Now let’s turn off the background noise and get back to some less controversial productive topic.

Where was I? Oh yes, good coffee and the best work laptop setup.
I still have my Chromebook that seems to be working fine…..and fast. It’s great for much of my “non-work” work, but not so great for “work” type work. That probably doesn’t make sense to anyone other than me, but unfortunately, not everyone uses a Chromebook yet, although there’s always hope.
I wouldn’t want to limit anyone’s choices. Let each choose what works best for them. I see a lot of people still struggling with Microsoft’s Windows to do basic things a Chromebook would do with less complexity, and a would usually cost less than the new laptops they are getting frustrated with.
That’s a whole other thing.

Suddenly I just had a thought: should I give up on
Linux? Wait a minute, I thought I would forget about that as soon as I turned the radio/podcast off in the background.
Why is this bugging me now? 

Linux isn’t supposed to be political or controversial

….at least I never think of it that way. It’s just a tool to use for a multitude of tasks. For the moment I really should care less about the “CoC” controversy and more about getting some work done. The last big fuss was about Ubuntu turning into another Microsoft. How soon we forget.
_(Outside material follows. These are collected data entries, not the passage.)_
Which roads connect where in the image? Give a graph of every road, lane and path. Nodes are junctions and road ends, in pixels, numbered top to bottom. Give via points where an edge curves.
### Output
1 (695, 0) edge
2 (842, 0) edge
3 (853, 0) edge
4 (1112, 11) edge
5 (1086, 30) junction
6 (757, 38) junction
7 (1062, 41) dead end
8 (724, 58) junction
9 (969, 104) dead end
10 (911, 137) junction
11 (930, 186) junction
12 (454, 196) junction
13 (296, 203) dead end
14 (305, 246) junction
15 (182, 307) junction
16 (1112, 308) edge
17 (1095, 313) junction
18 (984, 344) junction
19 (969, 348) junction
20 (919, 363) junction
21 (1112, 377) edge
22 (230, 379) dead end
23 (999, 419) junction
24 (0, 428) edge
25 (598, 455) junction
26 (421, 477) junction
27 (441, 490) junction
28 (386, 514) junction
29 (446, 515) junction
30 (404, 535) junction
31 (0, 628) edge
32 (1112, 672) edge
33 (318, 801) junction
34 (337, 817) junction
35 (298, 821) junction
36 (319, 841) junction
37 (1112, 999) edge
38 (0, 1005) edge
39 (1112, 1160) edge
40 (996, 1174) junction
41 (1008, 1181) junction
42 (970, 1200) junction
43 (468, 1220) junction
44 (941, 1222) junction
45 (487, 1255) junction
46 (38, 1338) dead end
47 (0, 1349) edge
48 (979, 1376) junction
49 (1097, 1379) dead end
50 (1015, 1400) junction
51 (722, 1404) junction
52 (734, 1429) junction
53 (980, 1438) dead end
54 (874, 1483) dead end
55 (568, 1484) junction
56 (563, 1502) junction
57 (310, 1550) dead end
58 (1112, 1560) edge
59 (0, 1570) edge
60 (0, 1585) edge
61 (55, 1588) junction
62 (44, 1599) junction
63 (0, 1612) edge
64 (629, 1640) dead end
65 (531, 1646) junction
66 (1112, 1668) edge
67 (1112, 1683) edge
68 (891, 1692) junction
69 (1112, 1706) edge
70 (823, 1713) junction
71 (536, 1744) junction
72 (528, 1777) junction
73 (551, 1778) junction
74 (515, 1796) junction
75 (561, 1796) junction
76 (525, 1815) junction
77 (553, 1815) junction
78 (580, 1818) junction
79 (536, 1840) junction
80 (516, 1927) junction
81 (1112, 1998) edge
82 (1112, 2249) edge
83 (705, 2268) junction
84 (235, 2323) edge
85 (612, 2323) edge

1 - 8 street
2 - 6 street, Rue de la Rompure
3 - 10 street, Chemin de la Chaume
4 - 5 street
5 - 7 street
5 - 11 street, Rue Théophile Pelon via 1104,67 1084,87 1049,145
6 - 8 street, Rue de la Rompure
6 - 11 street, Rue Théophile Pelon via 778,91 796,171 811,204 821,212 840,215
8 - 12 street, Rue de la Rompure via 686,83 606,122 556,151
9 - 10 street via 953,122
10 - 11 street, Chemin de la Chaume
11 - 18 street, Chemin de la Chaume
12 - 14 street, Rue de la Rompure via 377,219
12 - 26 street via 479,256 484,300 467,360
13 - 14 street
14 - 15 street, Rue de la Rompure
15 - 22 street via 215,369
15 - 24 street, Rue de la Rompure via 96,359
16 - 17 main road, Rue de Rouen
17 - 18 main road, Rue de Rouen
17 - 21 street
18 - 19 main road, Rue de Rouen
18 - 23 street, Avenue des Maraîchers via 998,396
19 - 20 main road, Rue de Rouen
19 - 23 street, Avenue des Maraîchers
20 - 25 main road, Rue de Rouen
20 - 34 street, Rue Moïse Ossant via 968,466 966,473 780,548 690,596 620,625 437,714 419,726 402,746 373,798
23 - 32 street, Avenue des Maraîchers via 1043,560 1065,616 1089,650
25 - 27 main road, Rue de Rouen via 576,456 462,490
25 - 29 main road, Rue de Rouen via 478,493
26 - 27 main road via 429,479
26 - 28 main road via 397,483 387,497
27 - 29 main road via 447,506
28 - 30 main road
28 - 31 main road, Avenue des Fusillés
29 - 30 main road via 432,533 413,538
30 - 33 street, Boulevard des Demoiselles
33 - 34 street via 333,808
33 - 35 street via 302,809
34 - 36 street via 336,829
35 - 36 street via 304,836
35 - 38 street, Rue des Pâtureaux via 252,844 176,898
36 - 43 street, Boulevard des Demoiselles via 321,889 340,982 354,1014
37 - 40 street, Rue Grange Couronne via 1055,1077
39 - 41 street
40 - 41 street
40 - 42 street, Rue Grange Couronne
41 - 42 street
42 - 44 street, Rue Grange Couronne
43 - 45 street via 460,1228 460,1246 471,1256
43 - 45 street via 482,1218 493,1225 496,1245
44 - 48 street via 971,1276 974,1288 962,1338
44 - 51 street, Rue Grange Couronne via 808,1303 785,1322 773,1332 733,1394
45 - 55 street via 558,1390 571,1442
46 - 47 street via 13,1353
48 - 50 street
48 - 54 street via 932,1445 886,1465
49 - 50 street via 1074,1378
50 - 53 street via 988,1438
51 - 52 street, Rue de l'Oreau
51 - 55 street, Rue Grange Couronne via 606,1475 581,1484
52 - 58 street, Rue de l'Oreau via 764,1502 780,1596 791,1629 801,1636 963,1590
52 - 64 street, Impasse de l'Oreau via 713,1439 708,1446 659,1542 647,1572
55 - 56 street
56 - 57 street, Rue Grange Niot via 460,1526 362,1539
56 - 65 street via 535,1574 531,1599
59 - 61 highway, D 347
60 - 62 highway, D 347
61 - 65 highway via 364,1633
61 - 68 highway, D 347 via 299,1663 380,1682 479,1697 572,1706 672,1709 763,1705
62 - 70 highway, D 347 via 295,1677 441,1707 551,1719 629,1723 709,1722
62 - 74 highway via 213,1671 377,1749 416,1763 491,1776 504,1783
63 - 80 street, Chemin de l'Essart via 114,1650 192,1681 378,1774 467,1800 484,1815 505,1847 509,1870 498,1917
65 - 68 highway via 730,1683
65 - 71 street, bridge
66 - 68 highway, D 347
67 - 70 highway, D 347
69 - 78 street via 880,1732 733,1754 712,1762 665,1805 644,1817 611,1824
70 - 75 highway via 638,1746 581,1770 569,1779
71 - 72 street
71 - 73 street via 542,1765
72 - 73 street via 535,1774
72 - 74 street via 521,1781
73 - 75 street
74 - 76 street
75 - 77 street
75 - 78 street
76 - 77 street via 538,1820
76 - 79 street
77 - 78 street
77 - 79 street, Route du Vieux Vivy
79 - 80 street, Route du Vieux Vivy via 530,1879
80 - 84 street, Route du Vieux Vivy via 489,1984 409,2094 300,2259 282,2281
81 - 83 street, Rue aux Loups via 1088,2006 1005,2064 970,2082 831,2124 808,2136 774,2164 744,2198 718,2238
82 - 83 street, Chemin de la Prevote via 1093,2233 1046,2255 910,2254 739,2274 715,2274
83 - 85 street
Actually, I have recently started using Debian based Distros again in a feeble attempt to get away from the Ubuntu and Arch-based systems. This was more of a precautionary objective to see if I could still be productive without an Ubuntu or Arch based Distro on an underpowered laptop.
I was using Q4os on an old netbook. Had a great start, but the Trinity desktop soon was replaced by KDE. I do like the KDE approach to desktop design.

I have had a great experience with KDE Neon in the past and may return to it if I can not find a suitable replacement, however, the Q4os KDE desktop was working very nicely for me until it froze while I was trying to change the taskbar settings. Most likely attributed to my older hardware.
That was enough for me to decide to go back to the most reliable Distro I have always been able to depend on (not perfect, but it usually gets the job done)…..Mint. (Boring but stable)

Oh, what a surprise

So I guess I can’t really get away from Ubuntu completely. Apparently, the combination of Debian and Ubuntu heritage works best for my current hardware.

At least I haven’t had to regress/default back to running Windows 10. I still have choices available for what Operating system I use.

Time for another cup of coffee.

If the future of Linux development is in question? Will developers abandon ship? Who knows? (At least it hasn’t yet directly affected my pursuit of the perfect work laptop setup.)

If you prefer to use a Mac, that’s great, if you like to use Windows, that’s great too. If you use Linux, perfect! I work with them all, and there are various things about each system I like, and some I’m not too pleased with. If you drink coffee …..cheers! I don’t drink coffee to make a political statement, nor does my choice of an Operating system have any significance on my political views. Why should it? I’m even aware that not everyone drinks coffee. I hear some people even drink water straight out of the tap. Now that’s a little extreme for sure.